◆ TASK BRIEF
Which lines of the entries contain the string "numbered"? Copy each of them.

(DATA RECORDS)

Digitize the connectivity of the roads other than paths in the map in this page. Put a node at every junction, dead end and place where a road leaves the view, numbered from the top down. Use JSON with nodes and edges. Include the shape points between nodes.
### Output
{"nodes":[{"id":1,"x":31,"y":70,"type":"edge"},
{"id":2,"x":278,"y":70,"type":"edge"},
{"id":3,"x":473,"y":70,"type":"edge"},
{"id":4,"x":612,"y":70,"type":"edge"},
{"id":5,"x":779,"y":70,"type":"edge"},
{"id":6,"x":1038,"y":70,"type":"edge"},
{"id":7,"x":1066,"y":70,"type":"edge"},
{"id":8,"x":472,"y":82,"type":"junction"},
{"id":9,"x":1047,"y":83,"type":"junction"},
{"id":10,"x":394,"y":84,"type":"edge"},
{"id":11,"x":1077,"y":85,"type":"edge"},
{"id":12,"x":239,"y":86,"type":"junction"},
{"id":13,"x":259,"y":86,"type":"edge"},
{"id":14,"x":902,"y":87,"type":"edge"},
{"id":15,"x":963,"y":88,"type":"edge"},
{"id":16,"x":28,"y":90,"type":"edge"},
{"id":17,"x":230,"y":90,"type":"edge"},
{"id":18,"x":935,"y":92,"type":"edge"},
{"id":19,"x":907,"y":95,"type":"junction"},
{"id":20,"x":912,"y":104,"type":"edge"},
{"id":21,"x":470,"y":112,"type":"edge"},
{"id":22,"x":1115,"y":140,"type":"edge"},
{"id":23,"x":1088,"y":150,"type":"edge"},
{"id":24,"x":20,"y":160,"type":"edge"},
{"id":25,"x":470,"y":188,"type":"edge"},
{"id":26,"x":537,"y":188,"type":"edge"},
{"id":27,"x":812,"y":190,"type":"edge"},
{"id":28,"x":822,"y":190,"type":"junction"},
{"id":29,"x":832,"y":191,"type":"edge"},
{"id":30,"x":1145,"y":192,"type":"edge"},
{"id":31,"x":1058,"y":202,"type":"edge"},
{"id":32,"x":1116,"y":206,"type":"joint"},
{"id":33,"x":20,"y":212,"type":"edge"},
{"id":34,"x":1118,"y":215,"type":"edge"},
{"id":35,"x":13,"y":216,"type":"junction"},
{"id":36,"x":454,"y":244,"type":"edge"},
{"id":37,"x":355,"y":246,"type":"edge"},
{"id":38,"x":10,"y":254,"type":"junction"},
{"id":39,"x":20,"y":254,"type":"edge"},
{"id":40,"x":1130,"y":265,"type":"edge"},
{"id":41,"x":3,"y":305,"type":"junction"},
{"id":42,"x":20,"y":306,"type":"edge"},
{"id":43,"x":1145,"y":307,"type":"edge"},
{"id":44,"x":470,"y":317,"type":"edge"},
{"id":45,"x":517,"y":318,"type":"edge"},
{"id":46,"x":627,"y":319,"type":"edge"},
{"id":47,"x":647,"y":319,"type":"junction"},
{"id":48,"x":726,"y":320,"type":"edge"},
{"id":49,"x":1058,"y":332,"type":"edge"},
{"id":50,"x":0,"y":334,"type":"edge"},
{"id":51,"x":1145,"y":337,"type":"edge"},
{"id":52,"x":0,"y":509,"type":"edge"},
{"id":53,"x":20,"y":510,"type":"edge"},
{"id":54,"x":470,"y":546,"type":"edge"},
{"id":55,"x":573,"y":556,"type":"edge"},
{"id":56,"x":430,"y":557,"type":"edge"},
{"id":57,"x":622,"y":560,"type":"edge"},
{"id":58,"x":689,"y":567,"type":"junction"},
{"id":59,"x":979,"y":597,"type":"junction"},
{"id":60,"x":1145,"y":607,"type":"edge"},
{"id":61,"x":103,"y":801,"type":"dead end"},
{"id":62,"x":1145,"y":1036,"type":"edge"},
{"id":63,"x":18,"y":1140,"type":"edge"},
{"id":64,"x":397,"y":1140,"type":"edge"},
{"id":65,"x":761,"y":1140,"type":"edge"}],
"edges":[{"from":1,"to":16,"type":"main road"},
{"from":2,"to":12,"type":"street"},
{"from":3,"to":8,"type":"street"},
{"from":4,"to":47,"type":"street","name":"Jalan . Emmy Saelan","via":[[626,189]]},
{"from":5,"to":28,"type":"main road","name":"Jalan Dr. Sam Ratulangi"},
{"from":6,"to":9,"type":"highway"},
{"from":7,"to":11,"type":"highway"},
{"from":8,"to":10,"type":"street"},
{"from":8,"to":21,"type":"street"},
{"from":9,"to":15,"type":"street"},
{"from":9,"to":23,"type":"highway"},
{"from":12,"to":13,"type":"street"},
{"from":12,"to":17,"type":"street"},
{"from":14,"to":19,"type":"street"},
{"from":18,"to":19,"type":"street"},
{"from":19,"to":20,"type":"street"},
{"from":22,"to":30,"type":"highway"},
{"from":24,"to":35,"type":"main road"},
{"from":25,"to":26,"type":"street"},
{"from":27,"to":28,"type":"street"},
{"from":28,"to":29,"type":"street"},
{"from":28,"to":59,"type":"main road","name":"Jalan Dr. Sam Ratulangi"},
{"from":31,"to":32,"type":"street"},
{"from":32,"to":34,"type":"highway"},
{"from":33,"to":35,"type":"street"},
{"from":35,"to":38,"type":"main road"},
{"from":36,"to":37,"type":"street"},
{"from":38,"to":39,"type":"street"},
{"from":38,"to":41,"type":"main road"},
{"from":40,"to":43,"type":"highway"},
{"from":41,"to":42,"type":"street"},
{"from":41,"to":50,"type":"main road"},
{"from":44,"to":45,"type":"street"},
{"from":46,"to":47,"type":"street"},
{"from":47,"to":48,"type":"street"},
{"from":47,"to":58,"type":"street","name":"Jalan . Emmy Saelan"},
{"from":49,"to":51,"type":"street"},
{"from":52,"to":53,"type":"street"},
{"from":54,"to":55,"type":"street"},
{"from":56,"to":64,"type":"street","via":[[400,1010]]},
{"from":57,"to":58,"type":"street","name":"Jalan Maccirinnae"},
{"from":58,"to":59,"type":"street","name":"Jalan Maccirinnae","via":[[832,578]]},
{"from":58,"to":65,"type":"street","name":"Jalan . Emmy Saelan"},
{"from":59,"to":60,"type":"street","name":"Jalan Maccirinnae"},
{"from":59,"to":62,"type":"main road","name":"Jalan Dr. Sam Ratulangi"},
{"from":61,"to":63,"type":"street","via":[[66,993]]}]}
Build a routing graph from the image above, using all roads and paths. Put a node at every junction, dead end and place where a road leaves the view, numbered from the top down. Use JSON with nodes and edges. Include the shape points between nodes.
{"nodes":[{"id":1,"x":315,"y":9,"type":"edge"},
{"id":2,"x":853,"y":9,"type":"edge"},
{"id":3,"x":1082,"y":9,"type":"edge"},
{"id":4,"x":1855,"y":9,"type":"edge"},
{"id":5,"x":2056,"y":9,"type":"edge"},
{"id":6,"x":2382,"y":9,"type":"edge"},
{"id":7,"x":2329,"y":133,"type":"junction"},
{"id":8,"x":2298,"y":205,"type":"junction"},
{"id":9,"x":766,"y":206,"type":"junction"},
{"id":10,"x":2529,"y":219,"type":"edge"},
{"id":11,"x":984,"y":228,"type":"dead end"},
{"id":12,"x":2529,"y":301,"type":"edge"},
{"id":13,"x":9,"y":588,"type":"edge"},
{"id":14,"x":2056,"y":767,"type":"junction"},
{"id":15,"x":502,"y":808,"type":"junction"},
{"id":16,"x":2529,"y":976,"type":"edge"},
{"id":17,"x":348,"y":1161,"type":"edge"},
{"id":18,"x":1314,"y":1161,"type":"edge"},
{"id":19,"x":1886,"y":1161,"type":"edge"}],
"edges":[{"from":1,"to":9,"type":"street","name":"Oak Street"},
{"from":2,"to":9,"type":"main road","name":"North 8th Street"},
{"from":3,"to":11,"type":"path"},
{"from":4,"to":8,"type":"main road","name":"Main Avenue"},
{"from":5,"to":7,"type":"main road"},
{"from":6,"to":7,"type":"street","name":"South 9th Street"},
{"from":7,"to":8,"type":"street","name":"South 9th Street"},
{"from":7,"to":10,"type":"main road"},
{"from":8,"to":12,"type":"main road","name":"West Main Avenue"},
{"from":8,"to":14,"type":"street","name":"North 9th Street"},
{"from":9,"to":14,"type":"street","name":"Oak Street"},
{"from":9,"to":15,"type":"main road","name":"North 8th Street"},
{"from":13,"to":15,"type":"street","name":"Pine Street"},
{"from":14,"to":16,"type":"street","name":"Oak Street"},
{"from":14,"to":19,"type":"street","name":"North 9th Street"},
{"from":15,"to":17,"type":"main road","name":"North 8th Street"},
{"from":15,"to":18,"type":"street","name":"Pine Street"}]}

(End DATA RECORDS)

◆ RESPONSE
Digitize the connectivity of the roads other than paths in the map in this page. Put a node at every junction, dead end and place where a road leaves the view, numbered from the top down. Use JSON with nodes and edges. Include the shape points between nodes.
Build a routing graph from the image above, using all roads and paths. Put a node at every junction, dead end and place where a road leaves the view, numbered from the top down. Use JSON with nodes and edges. Include the shape points between nodes.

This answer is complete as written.